Tuesday, January 26, 2010

Making a DCP, post 2

I was knocking at the door of digital cinema today, but sadly I was not let in.

With gracious assistance from Dave and Dave at our local digitally-enabled theater, and ongoing Linux help from Josiah at Hampshire, I was actually able to plug a properly-formatted USB hard drive into a Doremi DCP-2000. But I clearly don't know enough about making proper Packing Lists because the ingest function on the DCP-2000 did not detect/recognize any of my files. Time to go back to the spec and the forums and see what I missed about those critical packaging steps (If you want to know more about packing lists and other DCP components, you can find the Digital Cinema System Specification at the Digital Cinema Initiatives website).

Curiously, I felt like I was hacking for the first time in years. Sitting in the dark projection area of the theater, we were studying DCPs that were shipped to the theater on hard drives to try and ascertain how they were different from the ones I had made. Even though we didn't figure it out, it was fun to tweak the package and try the disk over and over again while flickering light from the films illuminated our work. I kind of felt like I was in a sub. It was a long, narrow, enclosed space. The low-frequency drone of the many fans and the many spinning 35mm projectors drowned every other noise out. And just through the little window next to the digital projector, you could see the world of Pandora in its kind-of-like-the-bottom-of-the-ocean glory.

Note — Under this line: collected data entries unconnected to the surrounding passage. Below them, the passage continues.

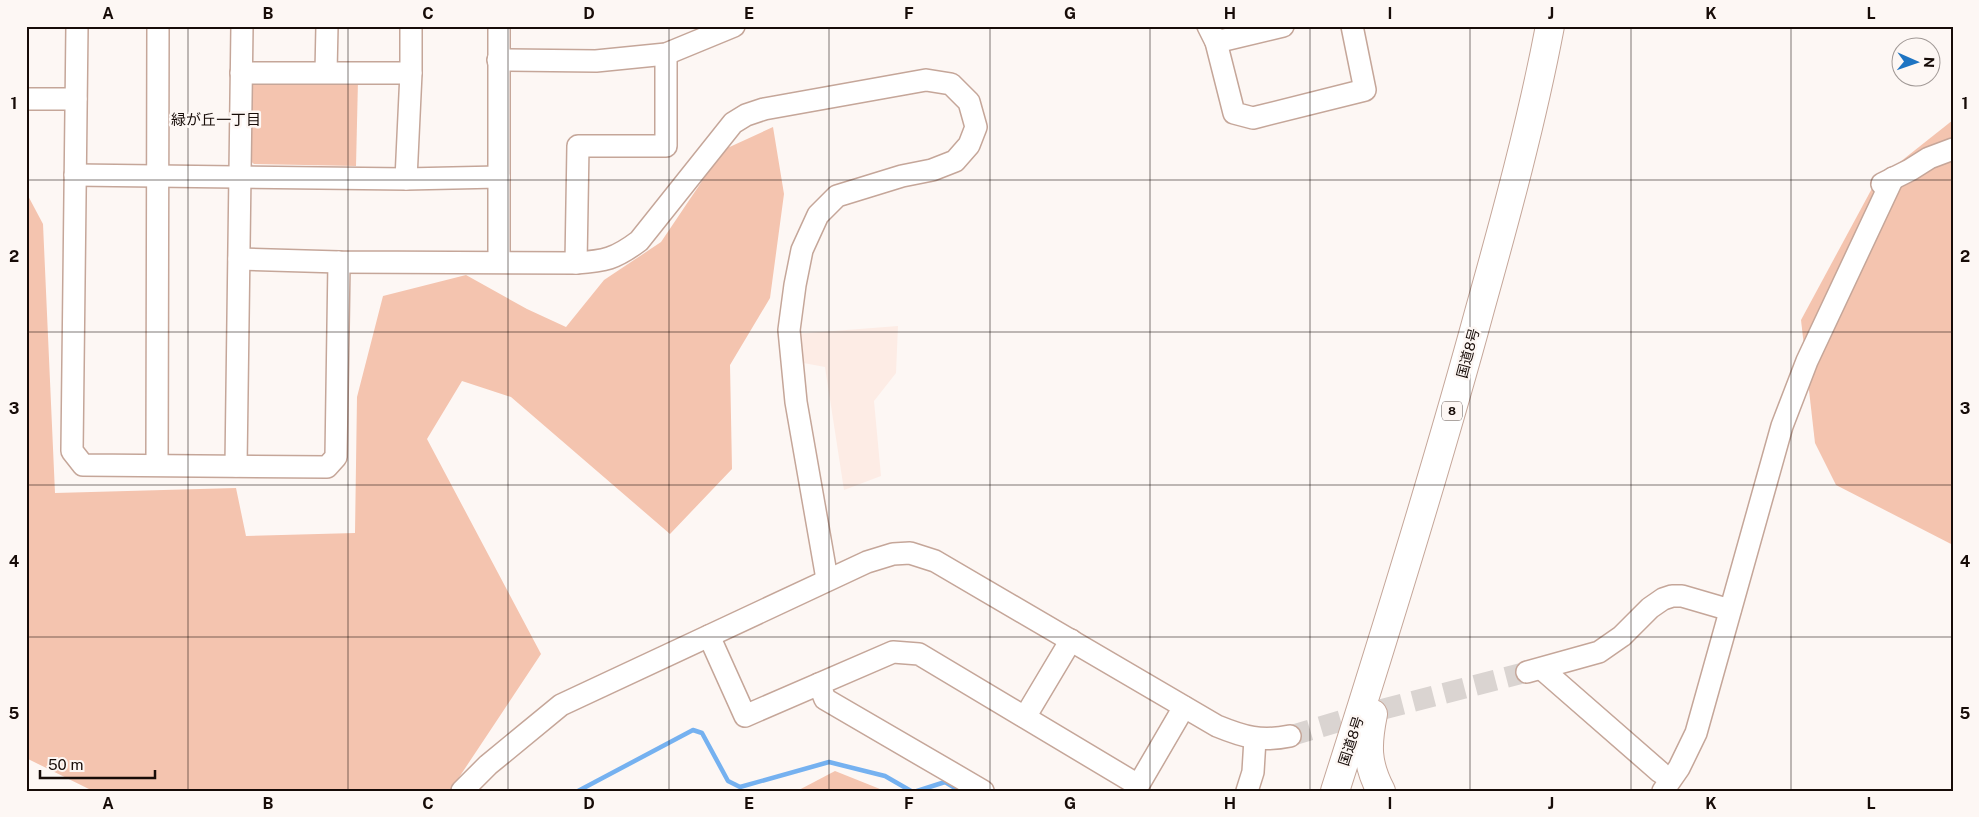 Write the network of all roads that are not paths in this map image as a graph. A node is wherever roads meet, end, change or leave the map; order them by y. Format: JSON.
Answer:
{"nodes":[{"id":1,"x":77,"y":26,"type":"edge"},
{"id":2,"x":158,"y":26,"type":"edge"},
{"id":3,"x":242,"y":26,"type":"edge"},
{"id":4,"x":327,"y":26,"type":"edge"},
{"id":5,"x":411,"y":26,"type":"edge"},
{"id":6,"x":498,"y":26,"type":"edge"},
{"id":7,"x":734,"y":26,"type":"edge"},
{"id":8,"x":1284,"y":26,"type":"edge"},
{"id":9,"x":1352,"y":26,"type":"edge"},
{"id":10,"x":1550,"y":26,"type":"edge"},
{"id":11,"x":712,"y":31,"type":"edge"},
{"id":12,"x":1212,"y":34,"type":"edge"},
{"id":13,"x":666,"y":54,"type":"junction"},
{"id":14,"x":498,"y":60,"type":"junction"},
{"id":15,"x":326,"y":72,"type":"junction"},
{"id":16,"x":241,"y":73,"type":"junction"},
{"id":17,"x":411,"y":73,"type":"junction"},
{"id":18,"x":26,"y":99,"type":"edge"},
{"id":19,"x":76,"y":99,"type":"junction"},
{"id":20,"x":1953,"y":149,"type":"edge"},
{"id":21,"x":75,"y":175,"type":"junction"},
{"id":22,"x":156,"y":175,"type":"junction"},
{"id":23,"x":240,"y":176,"type":"junction"},
{"id":24,"x":499,"y":177,"type":"junction"},
{"id":25,"x":406,"y":179,"type":"junction"},
{"id":26,"x":239,"y":259,"type":"junction"},
{"id":27,"x":339,"y":262,"type":"junction"},
{"id":28,"x":499,"y":262,"type":"junction"},
{"id":29,"x":576,"y":263,"type":"junction"},
{"id":30,"x":157,"y":465,"type":"junction"},
{"id":31,"x":236,"y":466,"type":"junction"},
{"id":32,"x":828,"y":579,"type":"junction"},
{"id":33,"x":1400,"y":588,"type":"junction"},
{"id":34,"x":1730,"y":610,"type":"junction"},
{"id":35,"x":709,"y":636,"type":"junction"},
{"id":36,"x":1070,"y":640,"type":"junction"},
{"id":37,"x":819,"y":684,"type":"junction"},
{"id":38,"x":1184,"y":707,"type":"junction"},
{"id":39,"x":1025,"y":717,"type":"junction"},
{"id":40,"x":1290,"y":736,"type":"tunnel mouth"},
{"id":41,"x":1255,"y":739,"type":"junction"},
{"id":42,"x":488,"y":765,"type":"junction"},
{"id":43,"x":1672,"y":786,"type":"edge"},
{"id":44,"x":1137,"y":788,"type":"edge"},
{"id":45,"x":462,"y":791,"type":"edge"},
{"id":46,"x":484,"y":791,"type":"edge"},
{"id":47,"x":983,"y":791,"type":"edge"},
{"id":48,"x":1247,"y":791,"type":"edge"},
{"id":49,"x":1335,"y":791,"type":"edge"},
{"id":50,"x":1381,"y":791,"type":"edge"}],
"edges":[{"from":1,"to":19,"type":"street"},
{"from":2,"to":22,"type":"street"},
{"from":3,"to":16,"type":"street"},
{"from":4,"to":15,"type":"street"},
{"from":5,"to":17,"type":"street"},
{"from":6,"to":14,"type":"street"},
{"from":7,"to":11,"type":"street"},
{"from":8,"to":12,"type":"street"},
{"from":9,"to":12,"type":"street"},
{"from":10,"to":33,"type":"highway","name":"国道8号","number":"8"},
{"from":11,"to":13,"type":"street"},
{"from":13,"to":14,"type":"street"},
{"from":13,"to":29,"type":"street"},
{"from":14,"to":24,"type":"street"},
{"from":15,"to":16,"type":"street"},
{"from":15,"to":17,"type":"street"},
{"from":16,"to":23,"type":"street"},
{"from":17,"to":25,"type":"street"},
{"from":18,"to":19,"type":"street"},
{"from":19,"to":21,"type":"street"},
{"from":20,"to":34,"type":"street"},
{"from":21,"to":22,"type":"street"},
{"from":21,"to":30,"type":"street"},
{"from":22,"to":23,"type":"street"},
{"from":22,"to":30,"type":"street"},
{"from":23,"to":25,"type":"street"},
{"from":23,"to":26,"type":"street"},
{"from":24,"to":25,"type":"street"},
{"from":24,"to":28,"type":"street"},
{"from":26,"to":27,"type":"street"},
{"from":26,"to":31,"type":"street"},
{"from":27,"to":28,"type":"street"},
{"from":27,"to":31,"type":"street"},
{"from":28,"to":29,"type":"street"},
{"from":29,"to":32,"type":"street"},
{"from":30,"to":31,"type":"street"},
{"from":32,"to":35,"type":"street"},
{"from":32,"to":36,"type":"street"},
{"from":33,"to":49,"type":"highway","name":"国道8号","number":"8"},
{"from":33,"to":50,"type":"highway"},
{"from":34,"to":43,"type":"street"},
{"from":34,"to":43,"type":"street"},
{"from":35,"to":37,"type":"street"},
{"from":35,"to":42,"type":"street"},
{"from":36,"to":38,"type":"street"},
{"from":36,"to":39,"type":"street"},
{"from":37,"to":39,"type":"street"},
{"from":37,"to":47,"type":"street"},
{"from":38,"to":41,"type":"street"},
{"from":38,"to":44,"type":"street"},
{"from":39,"to":44,"type":"street"},
{"from":40,"to":41,"type":"street"},
{"from":41,"to":48,"type":"street"},
{"from":42,"to":45,"type":"street"},
{"from":42,"to":46,"type":"street"}]} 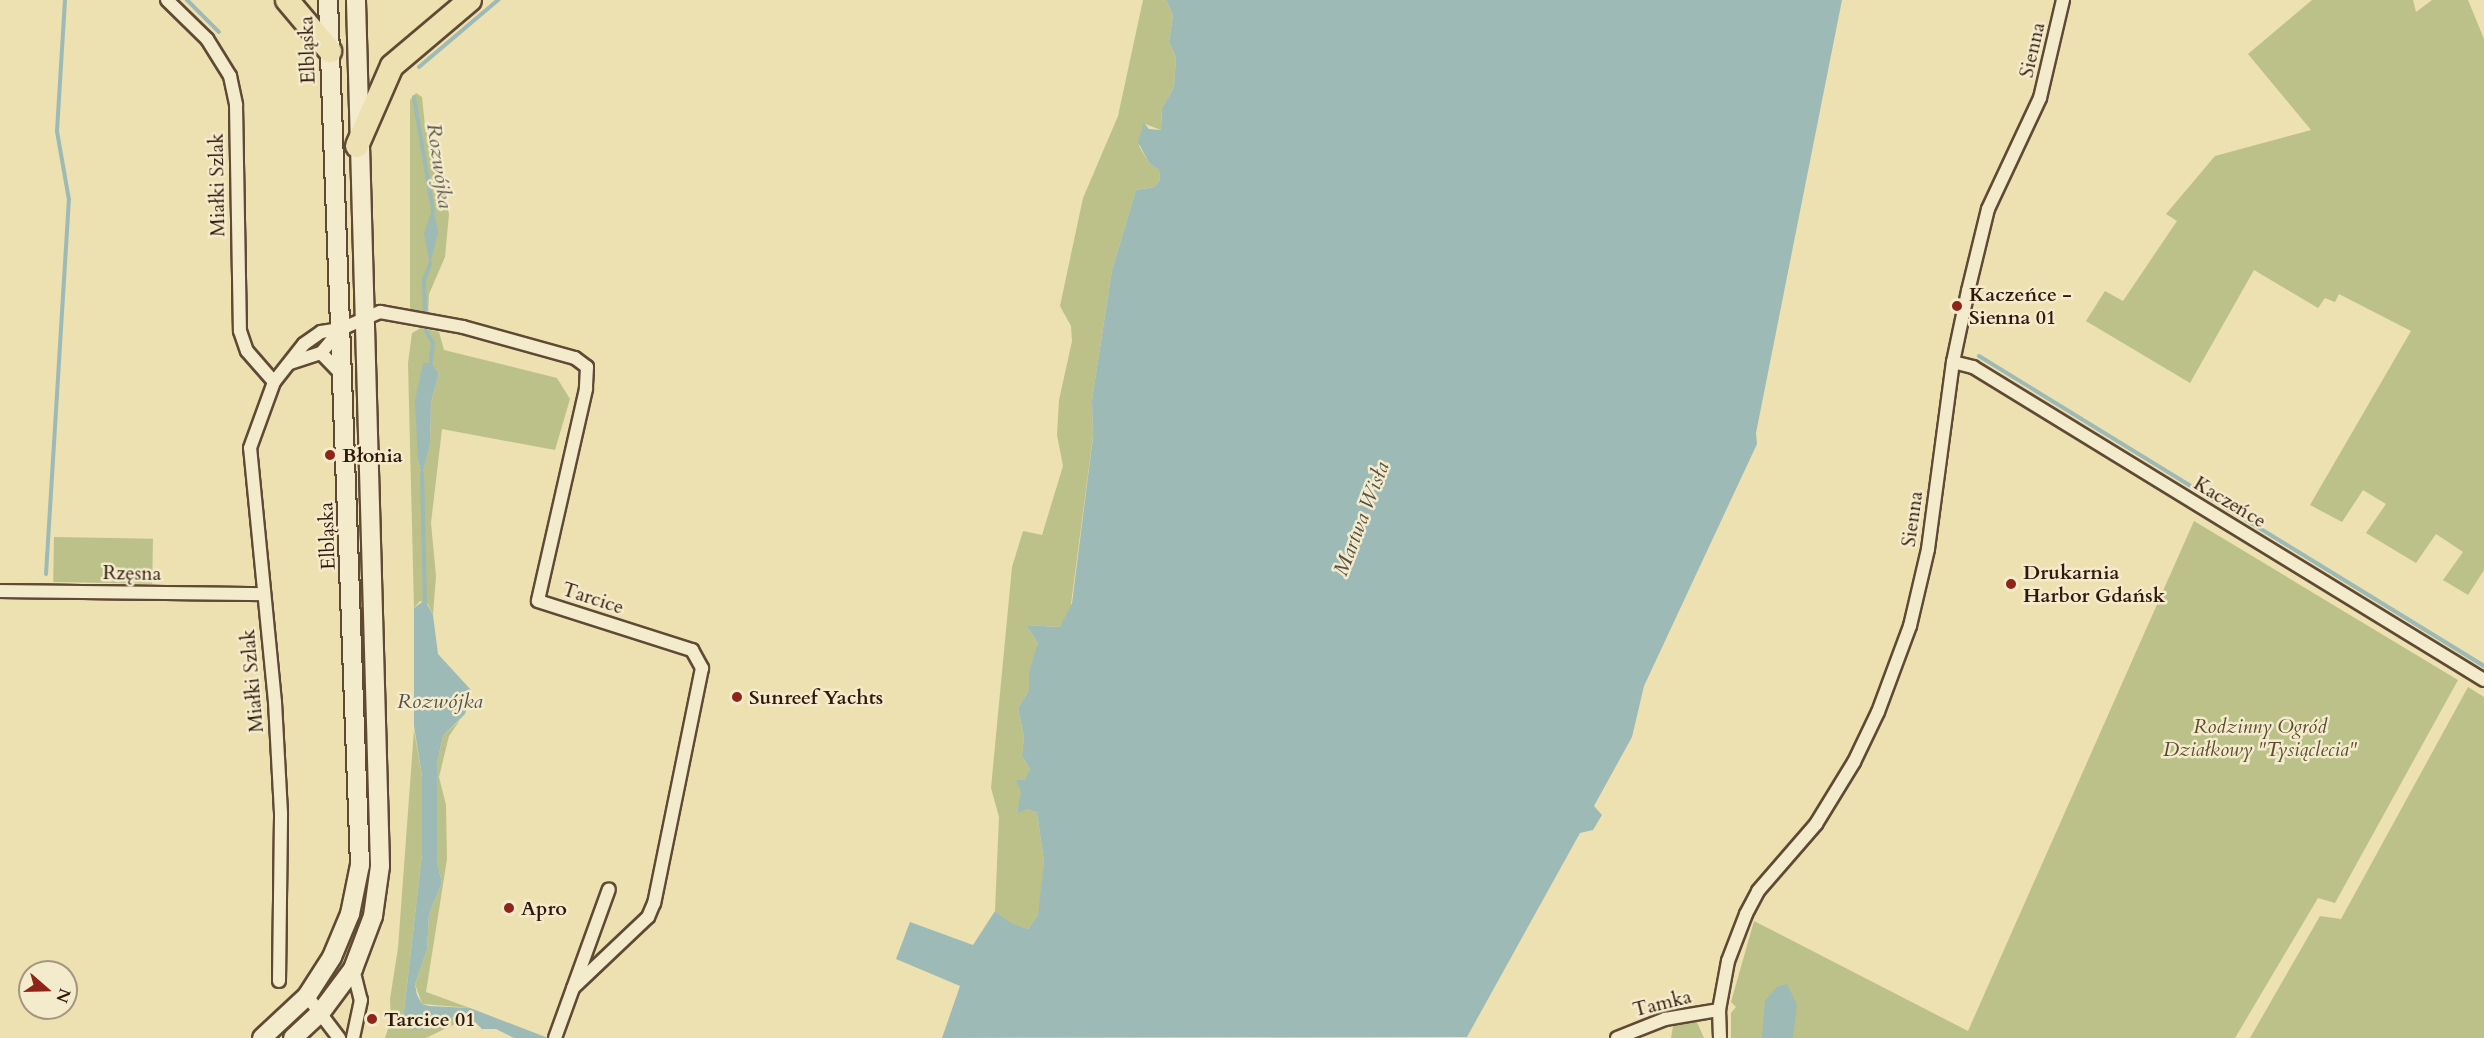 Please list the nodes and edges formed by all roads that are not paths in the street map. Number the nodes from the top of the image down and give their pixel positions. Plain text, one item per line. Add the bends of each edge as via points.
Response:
1 (167, 0) edge
2 (287, 0) edge
3 (328, 0) edge
4 (356, 0) edge
5 (470, 0) edge
6 (2063, 0) edge
7 (330, 51) junction
8 (357, 146) junction
9 (363, 319) junction
10 (341, 329) junction
11 (321, 353) junction
12 (1953, 362) junction
13 (290, 363) junction
14 (343, 376) junction
15 (274, 382) junction
16 (0, 591) edge
17 (264, 594) junction
18 (2484, 680) edge
19 (609, 889) dead end
20 (353, 969) junction
21 (279, 981) dead end
22 (573, 988) junction
23 (307, 996) junction
24 (1719, 1010) junction
25 (321, 1012) junction
26 (555, 1037) edge
27 (262, 1038) edge
28 (294, 1038) edge
29 (339, 1038) edge
30 (353, 1038) edge
31 (1617, 1038) edge
32 (1720, 1038) edge

1 - 15 street, Miałki Szlak via 207,39 230,76 236,105 240,332 247,351
2 - 7 highway
3 - 7 main road, Elbląska
4 - 8 main road
5 - 8 highway via 392,66
6 - 12 street, Sienna via 2040,98 1988,209
7 - 10 main road, Elbląska
8 - 9 main road
9 - 10 street, Miałki Szlak
9 - 20 main road via 380,858 373,916
9 - 22 street, Tarcice via 380,312 463,327 575,358 587,368 586,389 538,601 692,650 702,668 654,903 648,917
10 - 11 street, Miałki Szlak
10 - 13 street, Miałki Szlak via 321,332 304,344
10 - 14 main road, Elbląska
11 - 13 street
11 - 14 street
12 - 18 street, Kaczeńce via 1973,367
12 - 24 street, Sienna via 1922,581 1893,675 1834,796 1801,843 1758,891 1746,914 1728,961
13 - 15 street, Miałki Szlak
14 - 23 main road, Elbląska via 360,865 343,933
15 - 17 street, Miałki Szlak via 250,448
16 - 17 street, Rzęsna
17 - 21 street, Miałki Szlak via 281,813
19 - 22 street, Tarcice
20 - 25 main road
20 - 30 street via 361,1000
22 - 26 street, Tarcice
23 - 25 street
23 - 27 main road, Elbląska
24 - 31 street, Tamka via 1665,1019
24 - 32 street, Sienna
25 - 28 main road
25 - 29 street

Saturday, January 23, 2010

Making a DCP, post 1

The next phase in Tower 37's exciting life is its conversion into a Digital Cinema Package (DCP). For those who don't know, DCPs are the distribution formats for digital cinema. You can think of them as the replacements of 35mm prints. Those fancy digital projectors showing all sorts of movies at the multiplexes these days take DCPs as input. The DCPs are shipped on hard drives which can be easily plugged into the projectors for complete digital delivery.

Of course I already have Tower 37 as a lossless HD QuickTime file, complete with 5.1 surround sound. You'd think (hope?) that going from one digital format to another would be as easy as, say, converting AIFF audio files to mp3 (aka "ripping" music tracks). But guess what? It's only easy when someone has written, compiled, tested, and released software for doing so. Although I have known this as long as I've worked on computers, it's easy to forget since I rarely encounter a media file these days that I cannot convert perfectly with one of many free software packages.

There are some commercial DCP-makers out there (easyDCP and Wraptor are two), but they are fairly expensive. And, damn it, if we're really just talking about some fancy conversions to a non-proprietary format, there should be something free and available for everyone to use. So yes, I've grown attached to finding an Open Source solution.

Big props so far to the people behind asdcplib and OpenCinemaTools, and the users on the Red user forums who have published software and instructions that they have used/created while traversing this bumpy path. But it's all still so underdeveloped that I've had to recompile stuff locally, make fixes in build scripts, and code my own little process to encode a brief excerpt of Tower 37 into a DCP. I'm hoping to see the test on Tuesday at a local theater, and then to try it out on the whole film if all looks good.

I promise to post a thorough guide if we succeed!